Comprehensive AI governance addresses twelve critical functions that span the AI lifecycle:
Model validation ensures AI systems perform as intended before deployment and during operation. This includes testing against diverse scenarios and monitoring for performance degradation over time.
Bias testing identifies and mitigates discriminatory patterns in AI decision-making. For security tools, this means ensuring detection capabilities work equally well across different user populations and threat types.
Incident response protocols address AI-specific failure modes, including model compromise, data poisoning, and adversarial attacks targeting AI systems.

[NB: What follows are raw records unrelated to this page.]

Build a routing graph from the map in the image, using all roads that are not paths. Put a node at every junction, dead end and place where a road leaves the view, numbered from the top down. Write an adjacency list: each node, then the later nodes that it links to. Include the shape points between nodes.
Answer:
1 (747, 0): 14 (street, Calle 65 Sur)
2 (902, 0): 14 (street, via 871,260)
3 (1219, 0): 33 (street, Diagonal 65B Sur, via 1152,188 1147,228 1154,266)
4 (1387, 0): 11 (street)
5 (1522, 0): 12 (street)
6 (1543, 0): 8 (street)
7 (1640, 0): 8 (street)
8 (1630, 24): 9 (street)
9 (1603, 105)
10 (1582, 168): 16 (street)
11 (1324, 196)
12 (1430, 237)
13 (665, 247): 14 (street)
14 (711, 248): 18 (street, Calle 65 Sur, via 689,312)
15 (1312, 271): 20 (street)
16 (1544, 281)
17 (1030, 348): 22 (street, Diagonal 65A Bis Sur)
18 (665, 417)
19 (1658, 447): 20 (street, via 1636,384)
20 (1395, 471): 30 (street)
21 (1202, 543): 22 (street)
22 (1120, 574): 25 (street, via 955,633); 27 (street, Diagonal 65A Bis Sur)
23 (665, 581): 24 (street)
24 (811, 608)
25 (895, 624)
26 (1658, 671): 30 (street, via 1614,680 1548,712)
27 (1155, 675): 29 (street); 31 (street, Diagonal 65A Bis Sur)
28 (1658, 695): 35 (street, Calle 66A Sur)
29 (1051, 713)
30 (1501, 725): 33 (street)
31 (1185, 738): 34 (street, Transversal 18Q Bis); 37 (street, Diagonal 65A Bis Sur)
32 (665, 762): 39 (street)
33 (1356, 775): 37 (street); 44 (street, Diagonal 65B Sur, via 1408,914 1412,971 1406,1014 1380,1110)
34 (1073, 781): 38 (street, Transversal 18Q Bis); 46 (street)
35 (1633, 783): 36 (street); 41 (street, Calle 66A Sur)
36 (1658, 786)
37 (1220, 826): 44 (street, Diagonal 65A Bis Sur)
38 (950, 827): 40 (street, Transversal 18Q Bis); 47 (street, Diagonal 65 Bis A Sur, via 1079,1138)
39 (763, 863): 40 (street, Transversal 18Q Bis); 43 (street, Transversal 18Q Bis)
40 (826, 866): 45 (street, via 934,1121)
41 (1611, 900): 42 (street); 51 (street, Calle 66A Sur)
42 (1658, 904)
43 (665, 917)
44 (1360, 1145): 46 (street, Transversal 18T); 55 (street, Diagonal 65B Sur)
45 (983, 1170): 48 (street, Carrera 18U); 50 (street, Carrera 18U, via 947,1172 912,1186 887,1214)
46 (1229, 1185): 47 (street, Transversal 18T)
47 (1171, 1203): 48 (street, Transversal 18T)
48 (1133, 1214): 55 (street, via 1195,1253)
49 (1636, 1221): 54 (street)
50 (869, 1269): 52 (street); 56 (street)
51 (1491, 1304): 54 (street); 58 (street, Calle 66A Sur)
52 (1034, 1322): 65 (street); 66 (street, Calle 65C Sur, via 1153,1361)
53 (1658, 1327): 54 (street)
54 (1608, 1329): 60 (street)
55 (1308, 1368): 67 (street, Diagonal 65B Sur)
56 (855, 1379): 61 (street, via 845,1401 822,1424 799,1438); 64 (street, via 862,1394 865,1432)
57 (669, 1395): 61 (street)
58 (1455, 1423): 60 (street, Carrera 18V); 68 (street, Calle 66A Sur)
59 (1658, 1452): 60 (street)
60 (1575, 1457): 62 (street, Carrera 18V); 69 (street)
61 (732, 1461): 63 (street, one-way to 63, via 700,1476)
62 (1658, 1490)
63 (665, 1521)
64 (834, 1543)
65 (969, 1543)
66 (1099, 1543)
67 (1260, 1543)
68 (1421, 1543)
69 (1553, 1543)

Data governance establishes controls over training data, operational data, and AI outputs. This includes data quality standards, retention policies, and access controls.
Explainability requirements determine how AI decisions must be documented and communicated. Yeager described Abnormal's approach: "When we render a verdict about specific threat related activity, we do our best to inform the customers about the signaling that's allowed us to arrive at that conclusion." He emphasized that Abnormal doesn't want customers to "just take our word for it" and aims to be "educators as well"—a philosophy that transforms explainability from mere compliance checkbox into genuine partnership with security teams.
Transparency builds stakeholder trust through clear communication about AI capabilities and limitations. As Yeager noted, "That transparency, that's how you build trust. That's how you build confidence."
These functions must map to emerging cybersecurity frameworks including the EU AI Act and NIST AI RMF, which provide structured approaches for categorizing AI systems by risk level and establishing appropriate controls.